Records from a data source

== Segment start ==

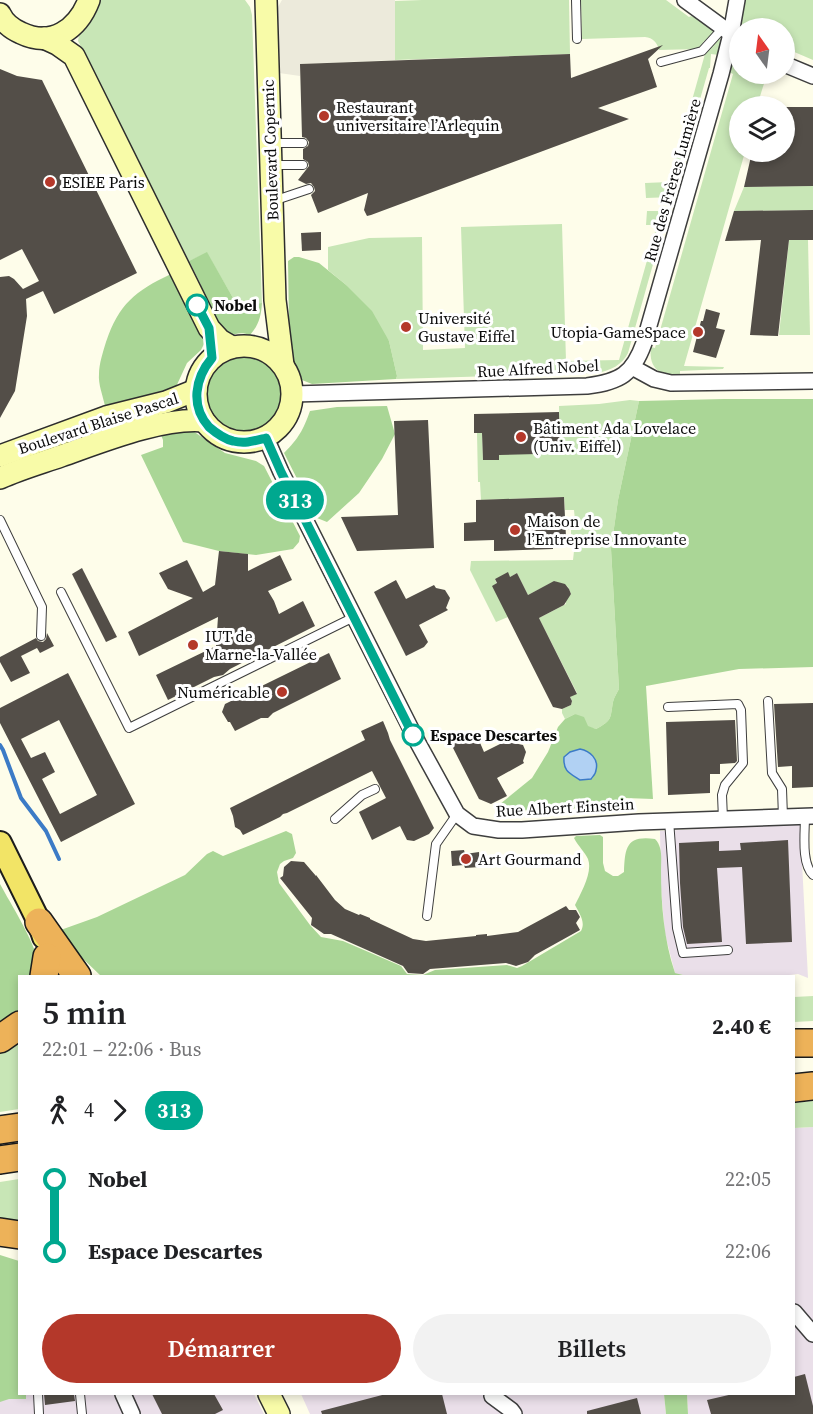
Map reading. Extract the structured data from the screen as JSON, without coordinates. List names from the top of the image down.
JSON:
{
  "streets": {
    "street": [
      "Boulevard Copernic",
      "Rue des Frères Lumière",
      "Rue Alfred Nobel",
      "Boulevard Blaise Pascal",
      "Rue Albert Einstein"
    ]
  },
  "crossings": [
    ["Boulevard Copernic", "Rue Alfred Nobel"],
    ["Boulevard Copernic", "Boulevard Blaise Pascal"],
    ["Rue des Frères Lumière", "Rue Alfred Nobel"],
    ["Rue Alfred Nobel", "Boulevard Blaise Pascal"]
  ],
  "places": [
    "Restaurant universitaire l’Arlequin",
    "ESIEE Paris",
    "Nobel",
    "Université Gustave Eiffel",
    "Utopia-GameSpace",
    "Bâtiment Ada Lovelace (Univ. Eiffel)",
    "Maison de l’Entreprise Innovante",
    "IUT de Marne-la-Vallée",
    "Numéricable",
    "Espace Descartes",
    "Art Gourmand"
  ],
  "lines": ["bus line 313"],
  "north": "top",
  "page": {
    "on_map": "313",
    "heading": ["5 min", "22:01 – 22:06 · Bus", "2.40 €"],
    "legs": ["4", "313"],
    "list": [
      {
        "name": "Nobel",
        "value": "22:05"
      },
      {
        "name": "Espace Descartes",
        "value": "22:06"
      }
    ],
    "buttons": ["Démarrer", "Billets"]
  }
}
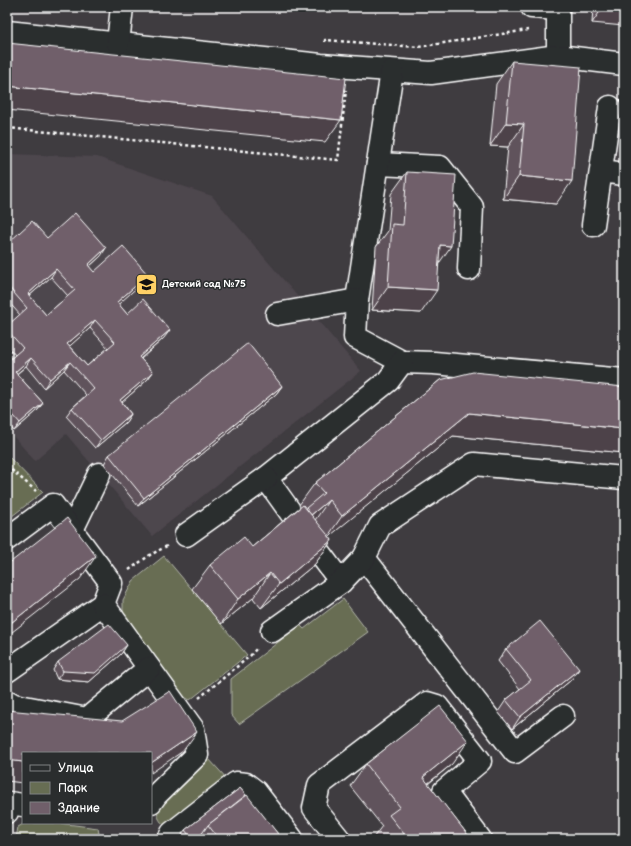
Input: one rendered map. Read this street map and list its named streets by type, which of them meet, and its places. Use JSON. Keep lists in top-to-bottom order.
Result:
{
  "places": {
    "school or university": ["Детский сад №75"]
  },
  "legend": ["Улица", "Парк", "Здание"]
}
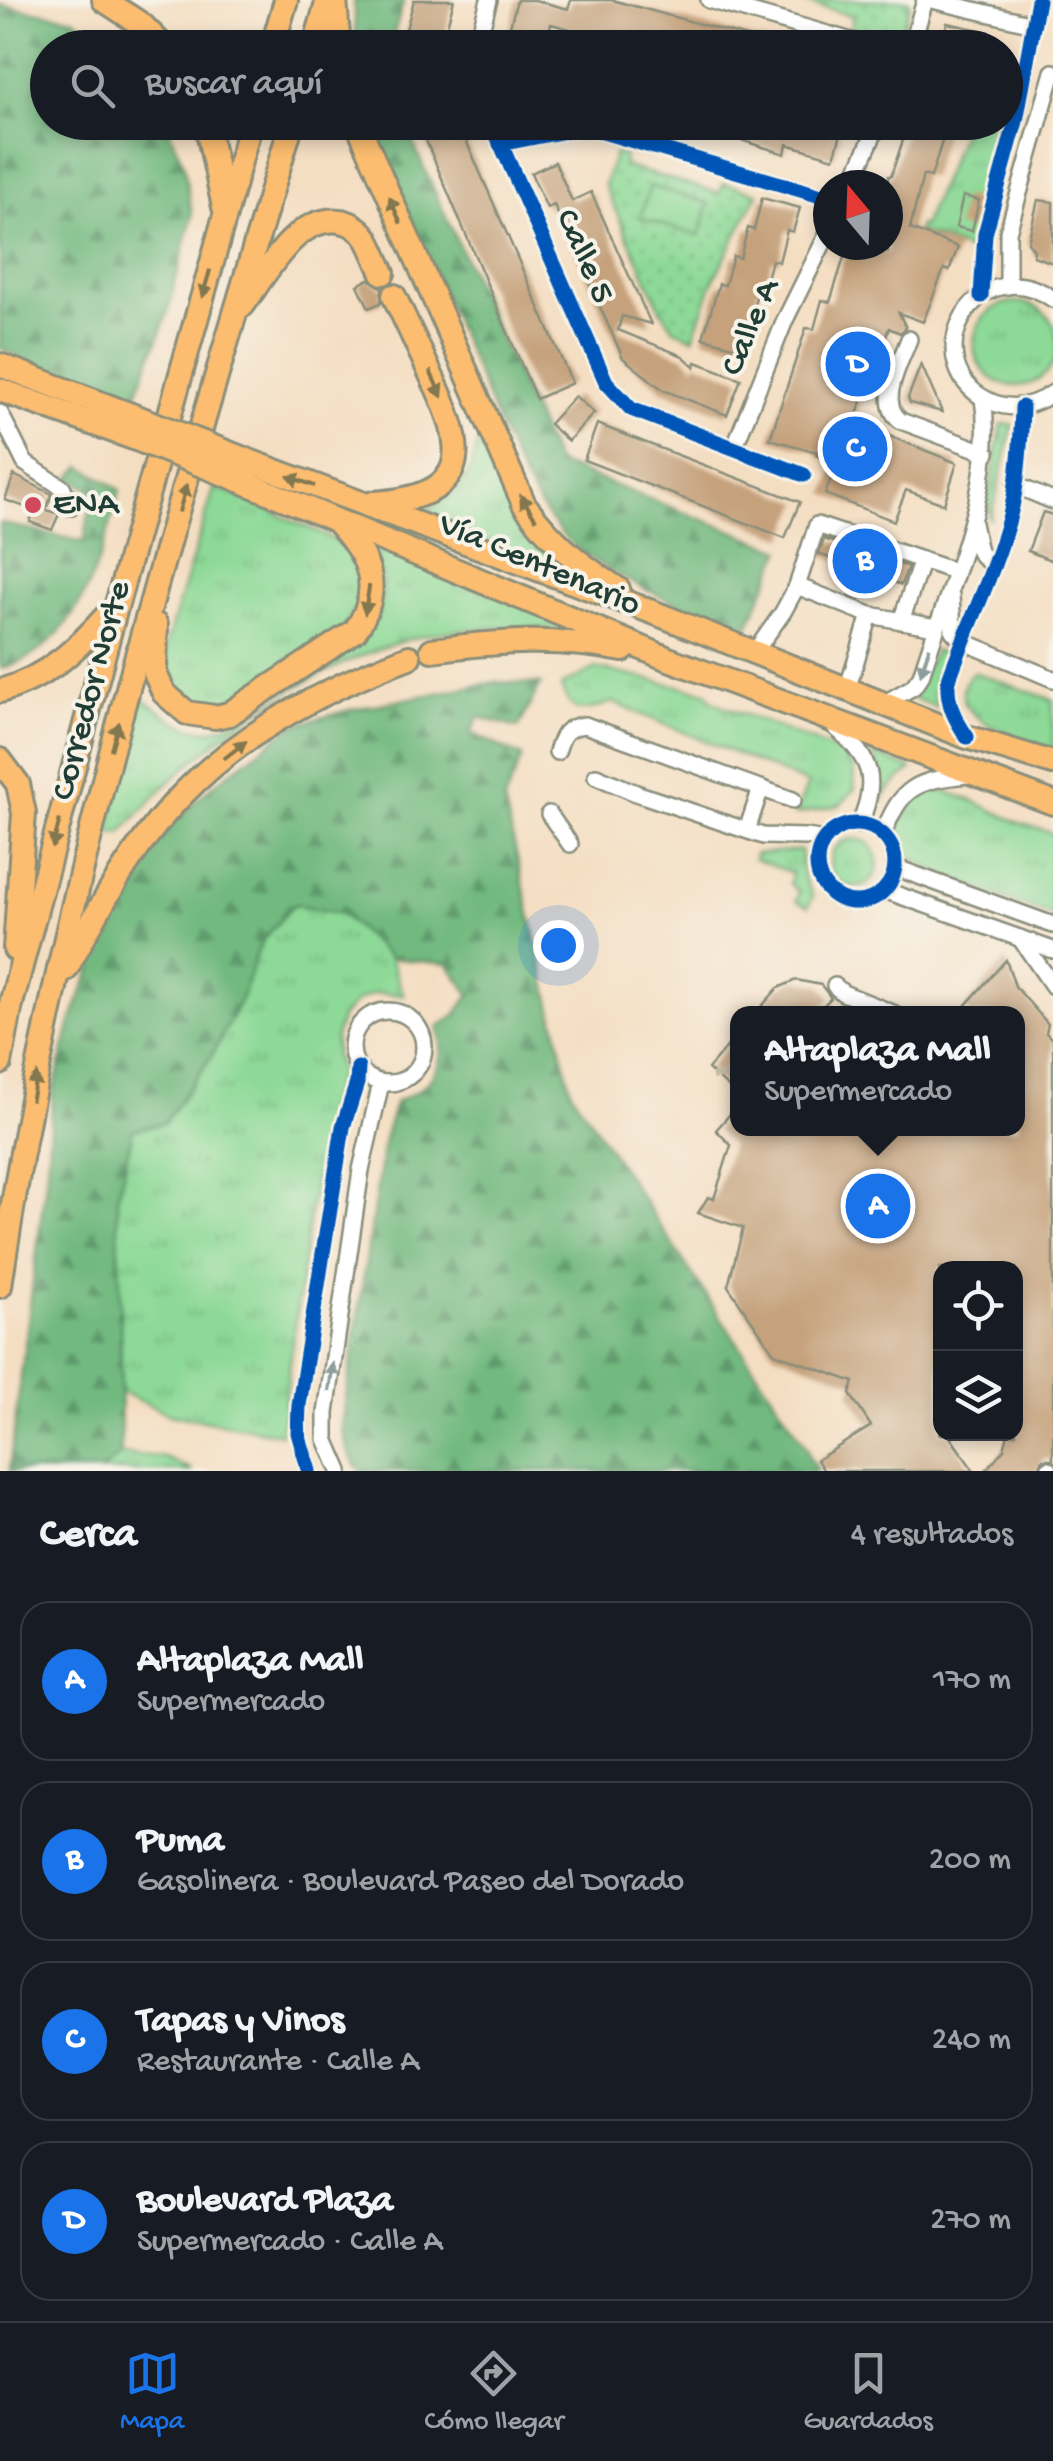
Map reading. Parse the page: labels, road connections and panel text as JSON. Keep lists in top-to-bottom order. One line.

== Segment end ==

● Try it
Write out again only the lines from the line that contains "Input: one rendered" through the last line of the records, both ends included, without any of the pictures.

● Exercise answer
Input: one rendered map. Read this street map and list its named streets by type, which of them meet, and its places. Use JSON. Keep lists in top-to-bottom order.
Result:
{
  "places": {
    "school or university": ["Детский сад №75"]
  },
  "legend": ["Улица", "Парк", "Здание"]
}
Map reading. Parse the page: labels, road connections and panel text as JSON. Keep lists in top-to-bottom order. One line.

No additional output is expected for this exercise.